**Available data**
::::::::

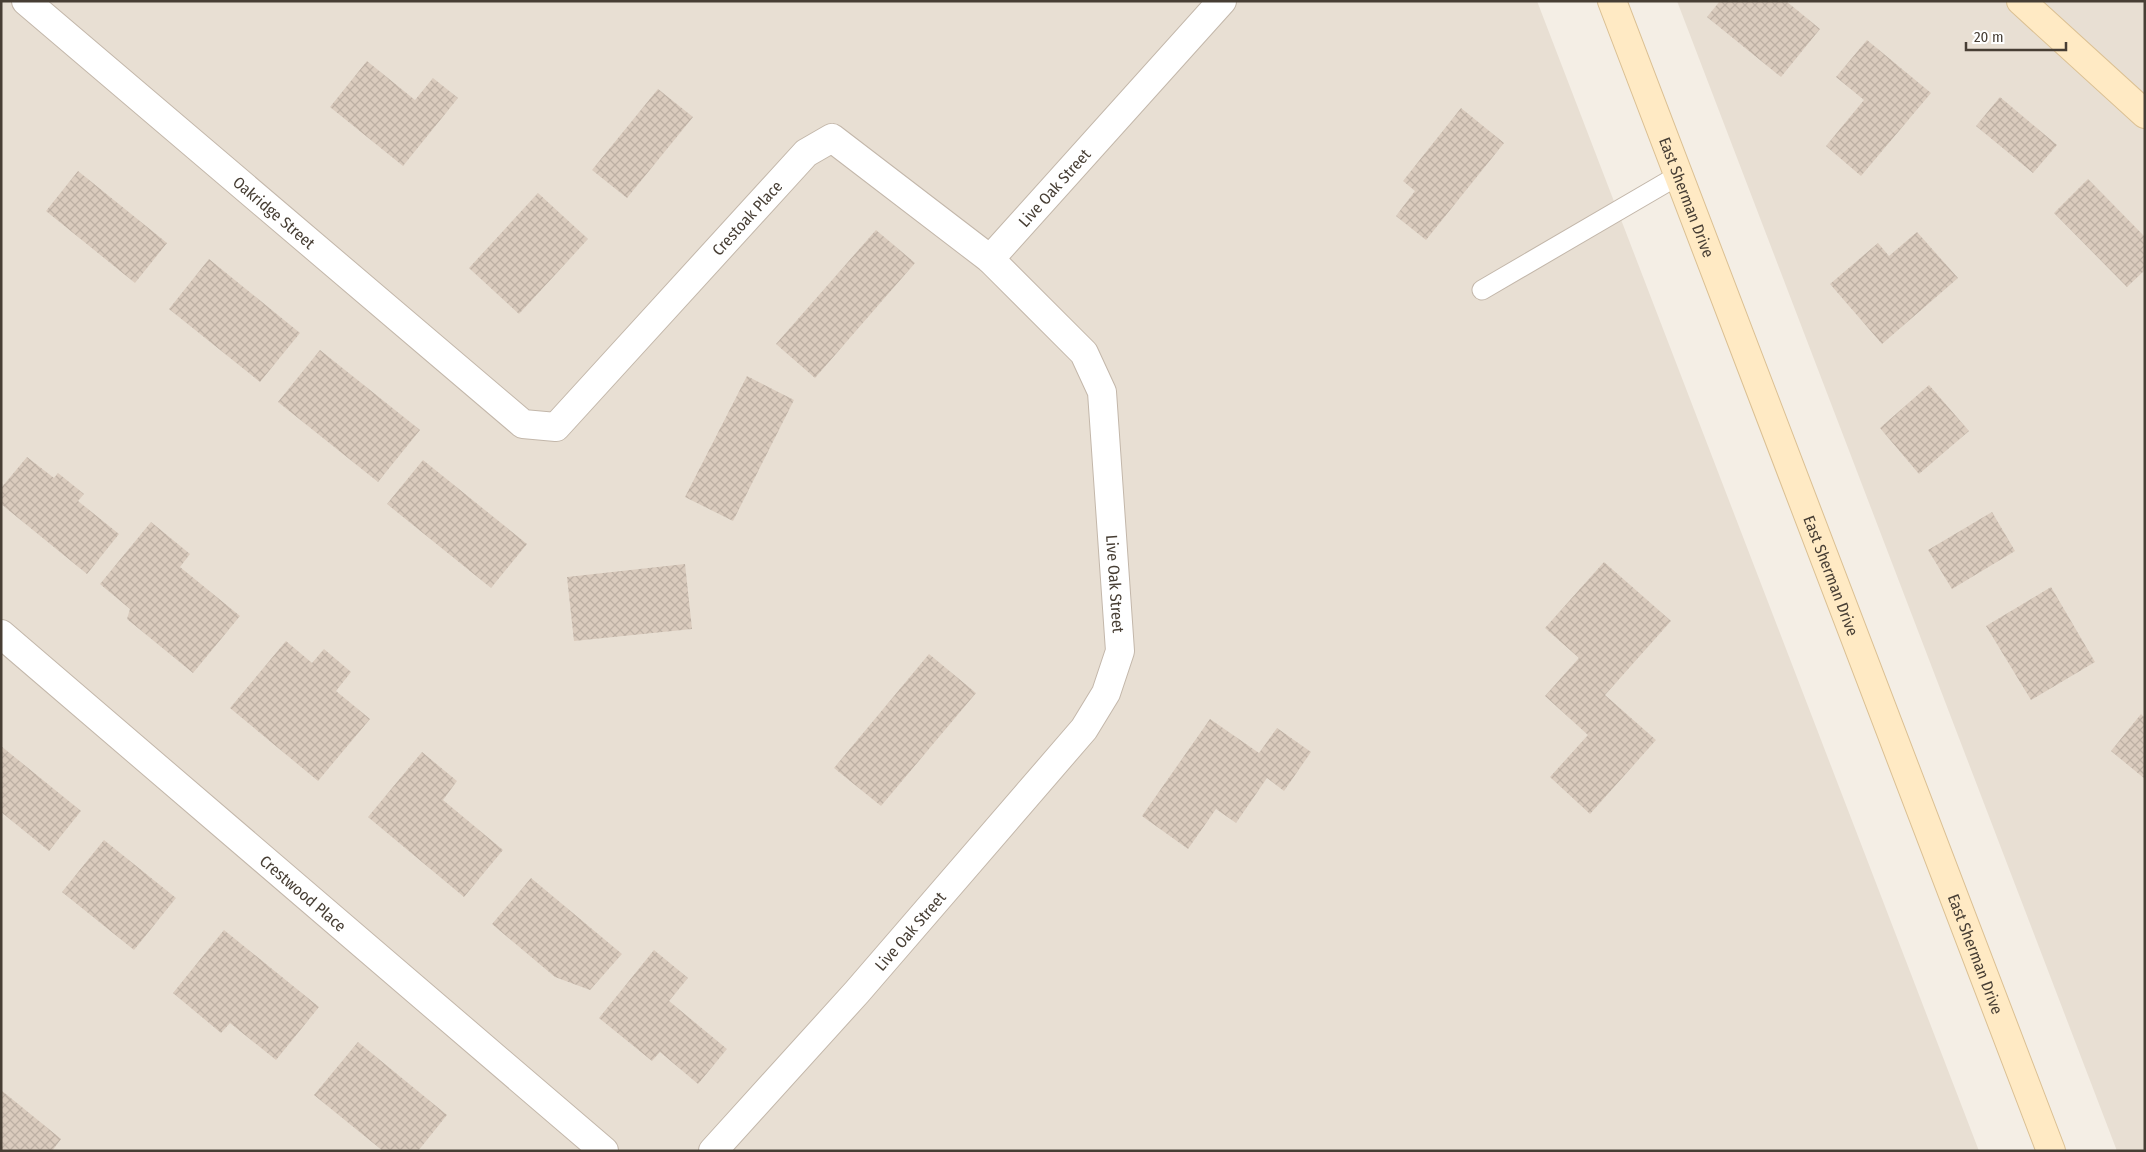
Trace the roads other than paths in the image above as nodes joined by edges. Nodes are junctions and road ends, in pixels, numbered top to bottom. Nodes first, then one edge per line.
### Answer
1 (26, 1) edge
2 (1222, 1) edge
3 (1612, 1) edge
4 (2021, 1) edge
5 (2145, 114) edge
6 (1679, 175) junction
7 (990, 259) junction
8 (1482, 290) dead end
9 (523, 424) joint
10 (1, 634) edge
11 (728, 1146) edge
12 (604, 1151) edge
13 (2051, 1151) edge

1 - 9 street, Oakridge Street
2 - 7 street, Live Oak Street
3 - 6 main road, East Sherman Drive
4 - 5 main road
6 - 8 lane
6 - 13 main road, East Sherman Drive
7 - 9 street, Crestoak Place
7 - 11 street, Live Oak Street
10 - 12 street, Crestwood Place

::::::::

**Your instructions**
With the pictures omitted, restate every entry above word for word.

**The completed task**
Trace the roads other than paths in the image above as nodes joined by edges. Nodes are junctions and road ends, in pixels, numbered top to bottom. Nodes first, then one edge per line.
### Answer
1 (26, 1) edge
2 (1222, 1) edge
3 (1612, 1) edge
4 (2021, 1) edge
5 (2145, 114) edge
6 (1679, 175) junction
7 (990, 259) junction
8 (1482, 290) dead end
9 (523, 424) joint
10 (1, 634) edge
11 (728, 1146) edge
12 (604, 1151) edge
13 (2051, 1151) edge

1 - 9 street, Oakridge Street
2 - 7 street, Live Oak Street
3 - 6 main road, East Sherman Drive
4 - 5 main road
6 - 8 lane
6 - 13 main road, East Sherman Drive
7 - 9 street, Crestoak Place
7 - 11 street, Live Oak Street
10 - 12 street, Crestwood Place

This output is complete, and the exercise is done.